### Exercise brief
Look over the lines below. Report each one that includes the string "highway".

Dataset entries section start

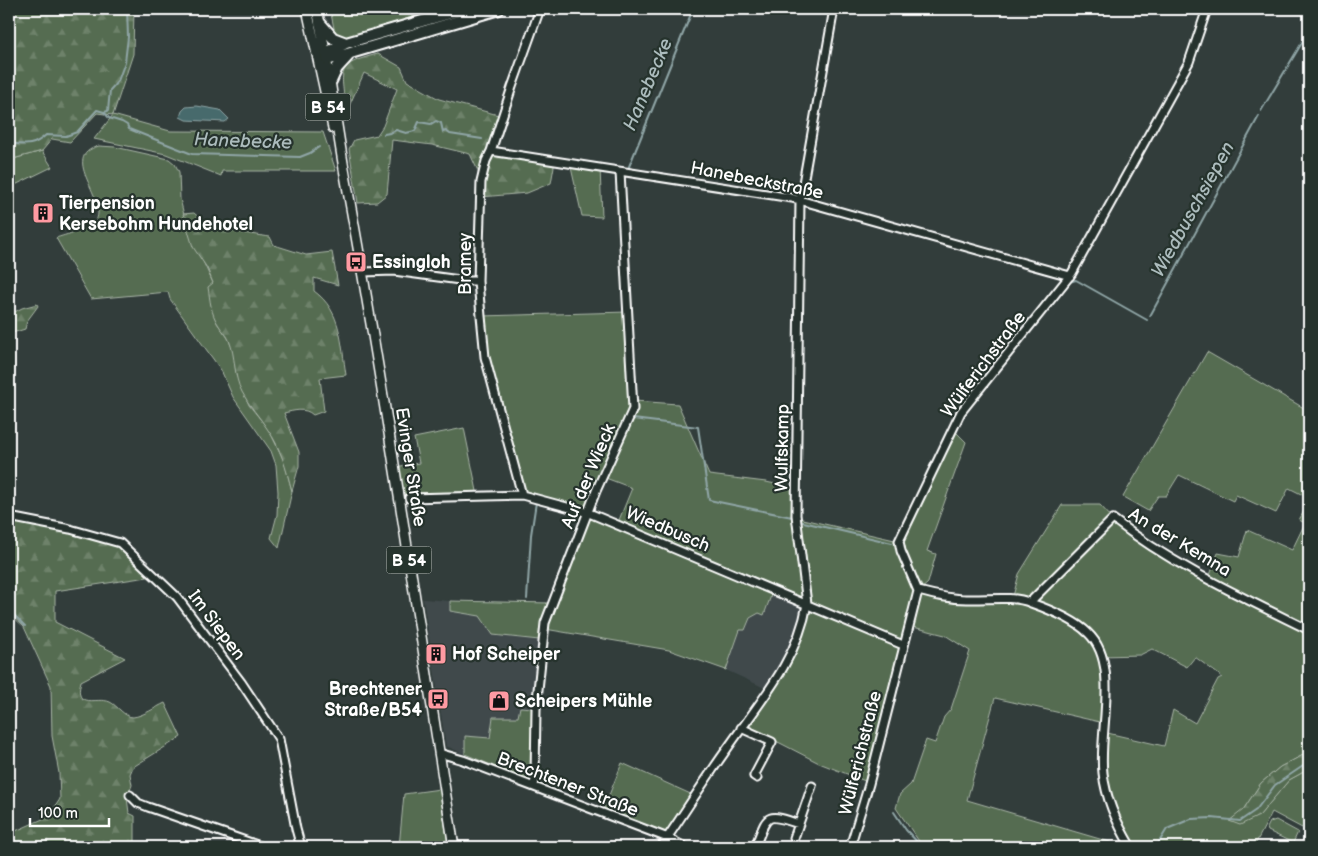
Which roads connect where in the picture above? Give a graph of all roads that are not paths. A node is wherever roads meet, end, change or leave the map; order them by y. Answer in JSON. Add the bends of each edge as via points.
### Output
{"nodes":[{"id":1,"x":307,"y":9,"type":"edge"},
{"id":2,"x":317,"y":9,"type":"edge"},
{"id":3,"x":464,"y":9,"type":"edge"},
{"id":4,"x":499,"y":9,"type":"edge"},
{"id":5,"x":540,"y":9,"type":"edge"},
{"id":6,"x":834,"y":9,"type":"edge"},
{"id":7,"x":1207,"y":9,"type":"edge"},
{"id":8,"x":320,"y":23,"type":"junction"},
{"id":9,"x":346,"y":44,"type":"junction"},
{"id":10,"x":350,"y":54,"type":"junction"},
{"id":11,"x":321,"y":57,"type":"junction"},
{"id":12,"x":331,"y":81,"type":"junction"},
{"id":13,"x":491,"y":151,"type":"junction"},
{"id":14,"x":341,"y":152,"type":"junction"},
{"id":15,"x":620,"y":172,"type":"junction"},
{"id":16,"x":800,"y":200,"type":"junction"},
{"id":17,"x":363,"y":272,"type":"junction"},
{"id":18,"x":1070,"y":276,"type":"junction"},
{"id":19,"x":478,"y":281,"type":"junction"},
{"id":20,"x":522,"y":495,"type":"junction"},
{"id":21,"x":409,"y":498,"type":"dead end"},
{"id":22,"x":589,"y":513,"type":"junction"},
{"id":23,"x":9,"y":517,"type":"edge"},
{"id":24,"x":918,"y":591,"type":"junction"},
{"id":25,"x":1030,"y":602,"type":"junction"},
{"id":26,"x":807,"y":604,"type":"junction"},
{"id":27,"x":1309,"y":630,"type":"edge"},
{"id":28,"x":903,"y":645,"type":"junction"},
{"id":29,"x":741,"y":728,"type":"junction"},
{"id":30,"x":439,"y":753,"type":"junction"},
{"id":31,"x":757,"y":778,"type":"dead end"},
{"id":32,"x":812,"y":786,"type":"dead end"},
{"id":33,"x":534,"y":787,"type":"junction"},
{"id":34,"x":130,"y":796,"type":"dead end"},
{"id":35,"x":799,"y":824,"type":"junction"},
{"id":36,"x":668,"y":838,"type":"junction"},
{"id":37,"x":794,"y":838,"type":"dead end"},
{"id":38,"x":263,"y":847,"type":"edge"},
{"id":39,"x":300,"y":847,"type":"edge"},
{"id":40,"x":454,"y":847,"type":"edge"},
{"id":41,"x":661,"y":847,"type":"edge"},
{"id":42,"x":684,"y":847,"type":"edge"},
{"id":43,"x":755,"y":847,"type":"edge"},
{"id":44,"x":850,"y":847,"type":"edge"},
{"id":45,"x":1131,"y":847,"type":"edge"}],
"edges":[{"from":1,"to":11,"type":"main road","number":"B 54"},
{"from":2,"to":8,"type":"main road","number":"B 54"},
{"from":3,"to":9,"type":"highway"},
{"from":4,"to":10,"type":"highway"},
{"from":5,"to":13,"type":"street","name":"Bramey"},
{"from":6,"to":16,"type":"street","name":"Wulfskamp"},
{"from":7,"to":18,"type":"street","name":"Wülferichstraße","via":[[1189,62]]},
{"from":8,"to":9,"type":"highway","via":[[333,38]]},
{"from":8,"to":11,"type":"main road","number":"B 54"},
{"from":9,"to":11,"type":"highway"},
{"from":10,"to":11,"type":"highway"},
{"from":10,"to":12,"type":"highway","via":[[341,62]]},
{"from":11,"to":12,"type":"main road","number":"B 54"},
{"from":11,"to":14,"type":"main road","number":"B 54","via":[[333,130]]},
{"from":12,"to":14,"type":"main road","number":"B 54"},
{"from":13,"to":15,"type":"street","name":"Hanebeckstraße"},
{"from":13,"to":19,"type":"street","name":"Bramey","via":[[481,182]]},
{"from":14,"to":17,"type":"main road","name":"Evinger Straße","number":"B 54"},
{"from":15,"to":16,"type":"street","name":"Hanebeckstraße"},
{"from":15,"to":22,"type":"street","name":"Auf der Wieck","via":[[633,409]]},
{"from":16,"to":18,"type":"street","name":"Hanebeckstraße"},
{"from":16,"to":26,"type":"street","name":"Wulfskamp","via":[[796,515]]},
{"from":17,"to":19,"type":"street","via":[[394,271]]},
{"from":17,"to":30,"type":"main road","name":"Evinger Straße","number":"B 54"},
{"from":18,"to":24,"type":"street","name":"Wülferichstraße","via":[[965,406],[952,428],[899,541]]},
{"from":19,"to":20,"type":"street","name":"Bramey","via":[[485,357]]},
{"from":20,"to":21,"type":"street","name":"Wiedbusch"},
{"from":20,"to":22,"type":"street","name":"Wiedbusch"},
{"from":22,"to":26,"type":"street","name":"Wiedbusch"},
{"from":22,"to":33,"type":"street","name":"Auf der Wieck","via":[[545,624],[536,699]]},
{"from":23,"to":39,"type":"street","name":"Im Siepen","via":[[120,543],[178,596],[279,739]]},
{"from":24,"to":25,"type":"street","via":[[944,598]]},
{"from":24,"to":28,"type":"street","name":"Wülferichstraße"},
{"from":25,"to":27,"type":"street","name":"An der Kemna","via":[[1113,519],[1141,541],[1245,599]]},
{"from":25,"to":45,"type":"street","via":[[1080,626],[1100,649],[1106,681],[1103,777],[1113,813]]},
{"from":26,"to":28,"type":"street","name":"Wiedbusch"},
{"from":26,"to":29,"type":"street","name":"Wulfskamp","via":[[802,625],[781,672]]},
{"from":28,"to":44,"type":"street","name":"Wülferichstraße"},
{"from":29,"to":31,"type":"street","via":[[772,742],[754,776]]},
{"from":29,"to":36,"type":"street","name":"Wulfskamp"},
{"from":30,"to":33,"type":"street","name":"Brechtener Straße"},
{"from":30,"to":40,"type":"main road","name":"Evinger Straße","number":"B 54"},
{"from":32,"to":35,"type":"street"},
{"from":33,"to":36,"type":"street","name":"Brechtener Straße"},
{"from":34,"to":38,"type":"street","via":[[148,807]]},
{"from":35,"to":37,"type":"street"},
{"from":35,"to":43,"type":"street","via":[[770,818],[764,824]]},
{"from":36,"to":41,"type":"street","name":"Wulfskamp"},
{"from":36,"to":42,"type":"street","name":"Brechtener Straße"}]}
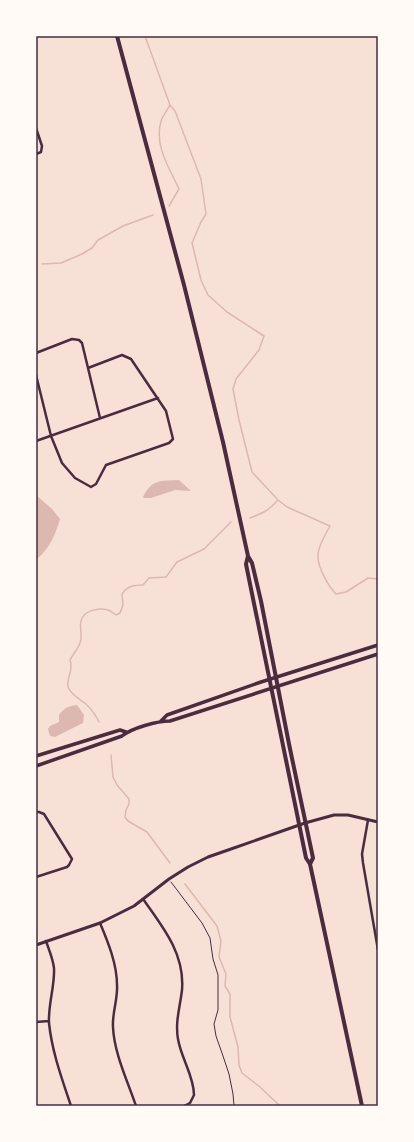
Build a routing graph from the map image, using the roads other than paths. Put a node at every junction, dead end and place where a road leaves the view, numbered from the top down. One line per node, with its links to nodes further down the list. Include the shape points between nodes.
1 (117, 36): 11 (main road, via 186,292)
2 (36, 128): 3 (street, via 42,146 41,152)
3 (36, 154)
4 (36, 353): 5 (street, via 76,339 84,346)
5 (88, 368): 7 (street, via 122,355 128,357); 8 (street)
6 (36, 375): 9 (street)
7 (158, 398): 8 (street); 9 (street, via 166,411 172,440 106,466 94,486 87,486 75,478 62,463)
8 (100, 418): 9 (street)
9 (51, 436): 10 (street)
10 (36, 441)
11 (248, 556): 14 (main road, via 252,563); 15 (main road, via 246,564)
12 (378, 646): 14 (main road)
13 (378, 654): 16 (main road)
14 (277, 677): 15 (main road); 16 (main road)
15 (269, 680): 17 (main road); 18 (main road, via 167,715)
16 (278, 686): 17 (main road); 25 (main road)
17 (271, 689): 18 (main road, via 170,721); 26 (main road)
18 (161, 721): 19 (main road)
19 (126, 732): 20 (main road, via 120,730); 21 (main road, via 122,736)
20 (36, 756)
21 (36, 766)
22 (36, 812): 28 (street, via 44,814 72,858 67,867)
23 (368, 820): 24 (street); 25 (street, via 348,815 334,815); 33 (street, via 362,854)
24 (378, 822)
25 (305, 823): 26 (street); 27 (main road, via 313,858)
26 (299, 825): 27 (main road, via 306,858); 29 (street, via 208,857)
27 (310, 864): 39 (main road)
28 (36, 877)
29 (143, 899): 30 (street); 38 (street, via 172,941 180,964 182,989 176,1025 194,1095 192,1101)
30 (100, 923): 31 (street); 37 (street, via 116,975 113,1034)
31 (46, 942): 32 (street); 34 (street, via 54,970)
32 (36, 945)
33 (378, 950)
34 (49, 1021): 35 (street); 36 (street, via 57,1063)
35 (36, 1022)
36 (71, 1106)
37 (136, 1106)
38 (184, 1106)
39 (362, 1106)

Dataset entries section end

### Completed task
{"from":3,"to":9,"type":"highway"},
{"from":4,"to":10,"type":"highway"},
{"from":8,"to":9,"type":"highway","via":[[333,38]]},
{"from":9,"to":11,"type":"highway"},
{"from":10,"to":11,"type":"highway"},
{"from":10,"to":12,"type":"highway","via":[[341,62]]},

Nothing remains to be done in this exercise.